# Mintygood's comprehensive guide to passing the NREMT-B written (v0.1 Beta)



## mintygood (May 24, 2011)

Hey all, I have been a long time lurker and a sparse contributor so I figured I would attempt to help those new EMT's who are about to venture off and take the NREMT-B.  Enjoy.

*PREFACE*
Before I go any further, I would like to preface this post with a few points.  

First, this is merely an explanation of how *I* passed the NREMT-B written test.  I happen to think that this way is the optimal way to pass this test, but I am of course biased due to my particular test taking style, study habits, work schedule, and work ethic.  Please recognize that this is not the end-all-be-all way to pass this sucker.  Keep an open mind.

This guide will be broken up into several topics ranging from moderately useless (but often times interesting) to extremely important.  Due to the relatively lengthy nature of this post, I will be using an easy system to keep those who are just looking for the "important" info interested.  The topics that are optional reading will be colored green while the topics that are required reading will be colored red.  Easy peasy.

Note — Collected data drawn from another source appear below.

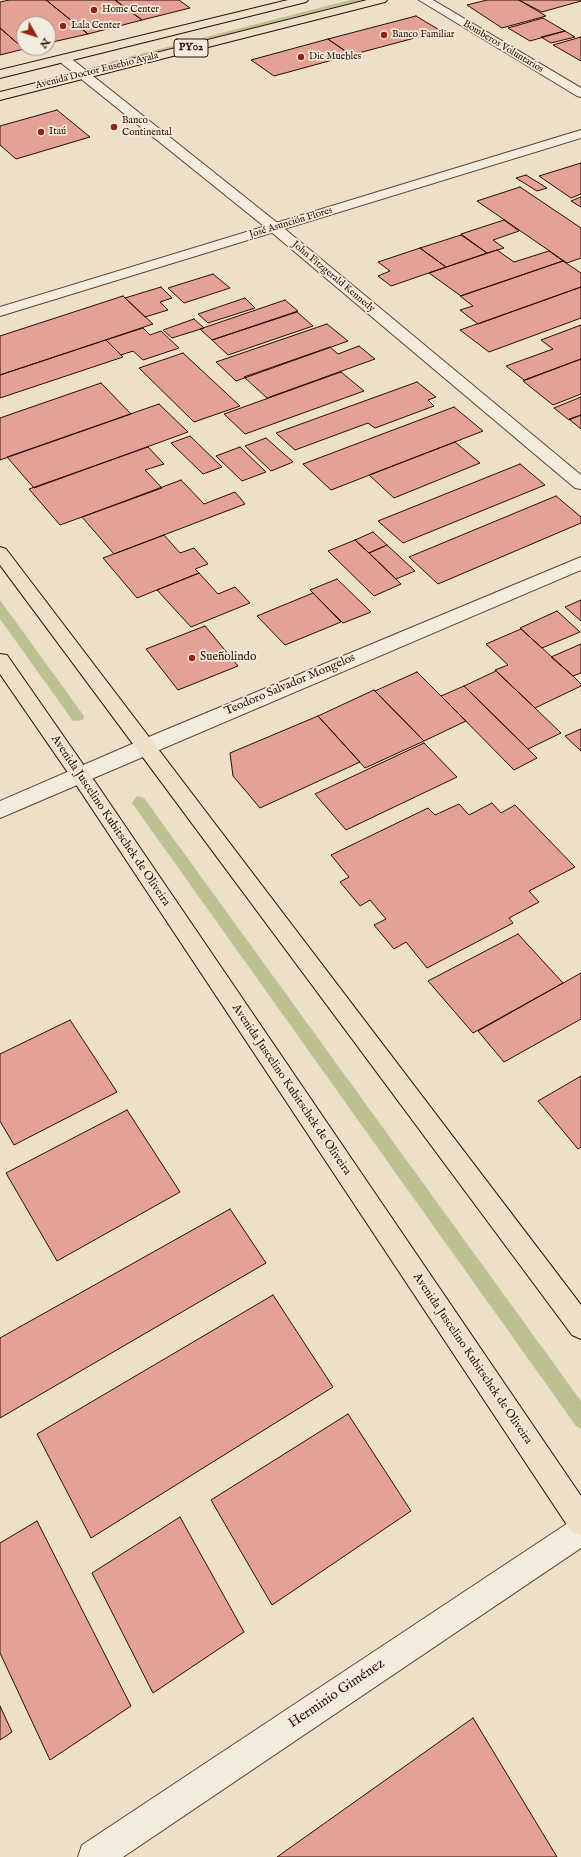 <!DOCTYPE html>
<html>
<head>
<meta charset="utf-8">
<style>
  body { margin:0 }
  #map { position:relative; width:581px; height:1857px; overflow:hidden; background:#ede0c8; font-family:"IM FELL English",serif }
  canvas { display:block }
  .north { position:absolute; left:16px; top:16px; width:40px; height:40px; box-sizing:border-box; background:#f3ebdb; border:1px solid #a49284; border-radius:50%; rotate:129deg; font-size:11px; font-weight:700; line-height:16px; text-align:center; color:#2d0c02 }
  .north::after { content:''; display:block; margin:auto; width:14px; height:18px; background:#8f2418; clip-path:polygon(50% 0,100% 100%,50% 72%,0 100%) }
</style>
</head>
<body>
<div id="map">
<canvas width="581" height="1857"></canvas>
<div class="north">N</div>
</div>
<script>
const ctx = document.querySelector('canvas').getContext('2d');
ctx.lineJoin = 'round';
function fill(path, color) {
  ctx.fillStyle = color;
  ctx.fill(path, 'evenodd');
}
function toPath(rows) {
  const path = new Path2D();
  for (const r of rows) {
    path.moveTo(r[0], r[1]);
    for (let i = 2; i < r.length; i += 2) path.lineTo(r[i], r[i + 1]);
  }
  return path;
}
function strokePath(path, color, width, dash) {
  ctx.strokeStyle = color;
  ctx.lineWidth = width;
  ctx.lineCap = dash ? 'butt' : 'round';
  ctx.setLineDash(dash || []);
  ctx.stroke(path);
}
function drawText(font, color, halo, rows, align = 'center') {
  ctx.font = font + ' "IM FELL English",serif';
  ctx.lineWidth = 3.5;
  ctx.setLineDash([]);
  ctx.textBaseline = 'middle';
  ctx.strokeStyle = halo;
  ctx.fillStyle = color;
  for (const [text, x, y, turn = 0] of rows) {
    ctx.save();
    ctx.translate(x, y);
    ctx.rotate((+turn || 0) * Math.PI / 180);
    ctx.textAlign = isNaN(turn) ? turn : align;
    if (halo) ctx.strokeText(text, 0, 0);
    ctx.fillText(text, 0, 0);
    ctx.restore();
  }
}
fill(toPath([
  [350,0,362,0,113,63,109,62],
  [0,600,84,716,83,720,73,721,0,619],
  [137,796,144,798,581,1401,581,1429,576,1426,132,803]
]), '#bdc192');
const building = toPath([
  [9,0,46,0,88,34,48,43,48,24,24,24,24,48,29,48,24,49,0,28,0,2,9,0],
  [46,0,115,0,142,20,88,34,46,0],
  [115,0,179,0,190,8,142,20,115,0],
  [487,0,519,0,546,16,502,28,467,5,487,0],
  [519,0,580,0,581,1,542,12,519,0],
  [416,16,441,31,351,55,328,39,416,16],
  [543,18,565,31,530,41,508,28,543,18],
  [0,28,24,49,0,55,0,28],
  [565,31,575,37,551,43,541,37,565,31],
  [581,37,581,61,553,45,581,37],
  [328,39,351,55,274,76,251,60,328,39],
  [57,110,90,137,16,159,0,145,0,126,57,110],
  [581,163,581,194,571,198,539,176,581,163],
  [526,175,547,188,537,191,516,178,526,175],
  [520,187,581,228,581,258,567,263,477,201,520,187],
  [581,197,581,207,571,201,581,197],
  [504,220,519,231,493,240,504,248,487,253,461,234,504,220],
  [461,235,487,253,446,267,420,248,461,235],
  [420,248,446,267,391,286,378,276,390,271,378,262,420,248],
  [497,250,514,262,549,251,563,261,461,296,429,273,497,250],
  [563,261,581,273,581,287,478,324,460,310,473,306,460,296,563,261],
  [213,274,230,288,184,303,168,288,213,274],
  [161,287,172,298,160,302,168,310,145,317,125,298,161,287],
  [581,287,581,318,489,352,460,330,581,287],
  [123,296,153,324,0,375,0,336,123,296],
  [245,298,255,308,208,323,198,314,245,298],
  [285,300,298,311,212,340,200,329,285,300],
  [297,312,313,326,228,355,212,340,297,312],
  [194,319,204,328,172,338,163,330,194,319],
  [327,324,348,341,236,381,216,362,327,324],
  [581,325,581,359,524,380,506,366,553,349,541,340,581,325],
  [143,328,150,335,161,331,179,348,143,360,133,351,121,355,106,340,143,328],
  [106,340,123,357,0,398,0,375,106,340],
  [359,346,375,359,267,398,244,377,330,347,338,354,359,346],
  [183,353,240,406,194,422,139,368,183,353],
  [581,359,581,394,553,405,523,381,581,359],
  [341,372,364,391,245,434,224,414,341,372],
  [417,382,436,397,428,400,434,406,375,428,368,423,295,450,276,433,417,382],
  [101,383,131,414,0,460,0,418,101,383],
  [581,397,581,415,569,420,554,408,581,397],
  [159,404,188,432,34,488,7,457,159,404],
  [454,407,483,431,331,490,303,464,454,407],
  [581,415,581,429,569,419,581,415],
  [190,436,222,467,203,474,171,443,190,436],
  [266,438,293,462,271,471,245,446,266,438],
  [455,442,480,463,394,498,369,475,455,442],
  [148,447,164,464,145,470,162,488,60,525,29,489,148,447],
  [240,447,266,472,242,481,216,456,240,447],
  [520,464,545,485,403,543,378,521,520,464],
  [181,480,204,504,235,492,245,504,114,554,82,517,181,480],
  [556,496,581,517,581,523,438,584,409,557,556,496],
  [373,532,387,545,369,553,355,540,373,532],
  [164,535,180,553,194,548,208,564,195,569,199,573,137,598,103,558,164,535],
  [355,540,369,553,401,584,374,596,328,551,355,540],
  [387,545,415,571,396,579,369,553,387,545],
  [199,573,218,594,235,587,250,603,191,627,157,590,199,573],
  [337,579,371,612,343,623,310,590,337,579],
  [313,593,341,622,285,645,257,616,313,593],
  [581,600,581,621,565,607,581,600],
  [557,611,580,632,542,648,520,628,557,611],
  [205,626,238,666,178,690,146,649,205,626],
  [521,629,573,676,581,684,581,686,535,708,495,670,508,665,486,644,521,629],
  [581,644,581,673,573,676,551,657,581,644],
  [496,671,535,708,561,733,528,749,464,686,496,671],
  [417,672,466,721,424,741,375,691,417,672],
  [464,686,528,749,537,758,514,770,441,696,464,686],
  [374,690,424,741,365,768,318,716,374,690],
  [318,716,360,762,260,808,233,776,230,753,318,716],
  [581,729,581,751,565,736,581,729],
  [424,743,457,777,346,830,315,794,424,743],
  [492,803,501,813,515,805,575,867,529,891,539,902,509,918,513,923,427,968,406,942,394,949,374,925,386,919,370,900,360,906,340,882,349,877,331,855,428,808,435,815,459,804,469,815,492,803],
  [518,934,563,983,473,1033,428,981,518,934],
  [581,973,581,1019,504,1062,478,1031,581,973],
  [70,1020,117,1092,14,1145,0,1121,0,1054,70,1020],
  [581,1076,581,1147,578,1149,538,1101,581,1076],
  [127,1110,180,1192,57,1261,6,1173,127,1110],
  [230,1209,266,1263,0,1418,0,1338,230,1209],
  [273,1295,333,1387,91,1538,37,1434,273,1295],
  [348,1414,411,1511,272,1605,211,1500,348,1414],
  [180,1517,244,1632,153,1693,92,1573,180,1517],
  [37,1521,131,1706,50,1760,0,1653,0,1543,37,1521],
  [0,1706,12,1732,0,1740,0,1706],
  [473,1718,557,1857,277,1857,473,1718]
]);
fill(building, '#e4a196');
strokePath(building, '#2d0c02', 1);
const minor = toPath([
  [419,0,433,0,581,88,581,97,577,96,419,0],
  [64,55,68,56,280,225,581,475,581,489,575,488,270,231,60,62,58,59,64,55],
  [581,1517,581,1548,123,1857,78,1857,82,1845,571,1521,581,1517]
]);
const tertiary = toPath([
  [581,130,581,138,0,316,0,307,581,130],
  [581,557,581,570,0,818,0,801,139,741,581,557]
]);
const primary = toPath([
  [0,547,6,549,581,1305,581,1339,572,1335,0,565,0,547],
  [0,654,7,655,87,770,581,1496,581,1535,571,1531,73,780,0,674,0,654]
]);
const trunk = toPath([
  [288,0,308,0,306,2,0,78,0,70,288,0],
  [367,0,387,0,385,2,0,100,0,92,367,0]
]);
strokePath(minor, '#5d4134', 2);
strokePath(tertiary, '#5d4134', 2);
strokePath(primary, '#2d0c02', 2);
strokePath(trunk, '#2d0c02', 2);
fill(minor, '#f3ebdb');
fill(tertiary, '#f3ebdb');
fill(primary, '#ede0c8');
fill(trunk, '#ede0c8');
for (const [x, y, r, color] of [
  [94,10,4,"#8f2418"],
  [63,26,4,"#8f2418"],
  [384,35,4,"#8f2418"],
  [301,57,4,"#8f2418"],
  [114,127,4,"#8f2418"],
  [41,132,4,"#8f2418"],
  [192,658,4,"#8f2418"]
]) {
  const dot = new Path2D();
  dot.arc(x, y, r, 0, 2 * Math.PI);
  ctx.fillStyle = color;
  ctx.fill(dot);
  strokePath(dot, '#f3ebdb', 1.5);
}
drawText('10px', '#2d0c02', '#f3ebdb', [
  ["Home Center",102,10],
  ["Lala Center",71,26],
  ["Banco Familiar",392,35],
  ["Dic Muebles",309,57],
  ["Banco",122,121],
  ["Continental",122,133],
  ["Itaú",49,132]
], 'left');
drawText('10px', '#2d0c02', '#f3ebdb', [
  ["Bomberos Voluntarios",503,47,31],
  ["Avenida Doctor Eusebio Ayala",97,71,-14],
  ["José Asunción Flores",291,223,-17],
  ["John Fitzgerald Kennedy",333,277,40]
]);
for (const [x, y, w] of [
  [191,48,34]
]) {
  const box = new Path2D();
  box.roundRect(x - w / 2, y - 9, w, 18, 3);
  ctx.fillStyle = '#f3ebdb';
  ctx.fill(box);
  strokePath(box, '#2d0c02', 1);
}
drawText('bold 11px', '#2d0c02', null, [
  ["PY02",191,48]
]);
drawText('12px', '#2d0c02', '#f3ebdb', [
  ["Sueñolindo",200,658]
], 'left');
drawText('12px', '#2d0c02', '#f3ebdb', [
  ["Teodoro Salvador Mongelos",290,685,-23],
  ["Avenida Juscelino Kubitschek de Oliveira",110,821,56],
  ["Avenida Juscelino Kubitschek de Oliveira",291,1090,56],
  ["Avenida Juscelino Kubitschek de Oliveira",472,1359,56]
]);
drawText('14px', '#2d0c02', '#f3ebdb', [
  ["Herminio Giménez",337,1694,-34]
]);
</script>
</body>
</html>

I will be a continually editing, improving, and tweaking this guide.  I am very open to critique, suggestions, and feedback.  Please keep it constructive and please PM suggestions/corrections so the thread doesn't get mucked up.

*HOW THE TEST WORKS*
The NREMT tests are an oddity and can be extraordinarily intimidating to a student that isn't properly informed.  I will (attempt) to explain the structure, content, and procedure of this beast.

Quoted from the NREMT website.  


> The implementation of computer based testing strengthens the NREMT's commitment to serving the EMS community and providing a valid and reliable exam process. It also provides numerous benefits to the candidates, educators, and others in the EMS community as well as the American public, including:
> 
> Rapid turnaround of test results
> 
> ...



What does all of that gobbledygook mean?  It means that this computer test was developed to be more efficient, fair, and accurate in determining the skill level of the prospective EMS professional.

*How does the test do this?*
The test is generated from a bank of thousands of questions in OB/Peds, Trauma, Medical, Operations, Cardiac, and Airway among others.  The test reactively generates and modifies the test content and difficulty based on your performance.  Here's an example.

Lets say you're taking the test and you get your first question right.  The test will recognize that you are knowledgeable in that topic and probably would be able to effectively answer other questions of that difficulty, *so it makes the next question harder*.  The test will do the converse in the event of poor performance.

This dynamic administration of questions will continue throughout the test and will constant alter the difficulty.  Lets look at this hypothetical scenario.  

You are sitting there taking your test and you're doing pretty well so far.  You're on question 11 and have found each question to be relatively easy and straight forward.  The test is currently ranking you higher and higher on the register of difficulty and will continue to get harder if you continue to do well.  Think of this test having an imaginary passing threshold.  By achieving these hard questions, you will get bumped into this threshold.  Unfortunately, though, you have to maintain good performance in order to stay within this threshold and refrain from getting too many questions wrong and thus dropping back down into the "easy" questions.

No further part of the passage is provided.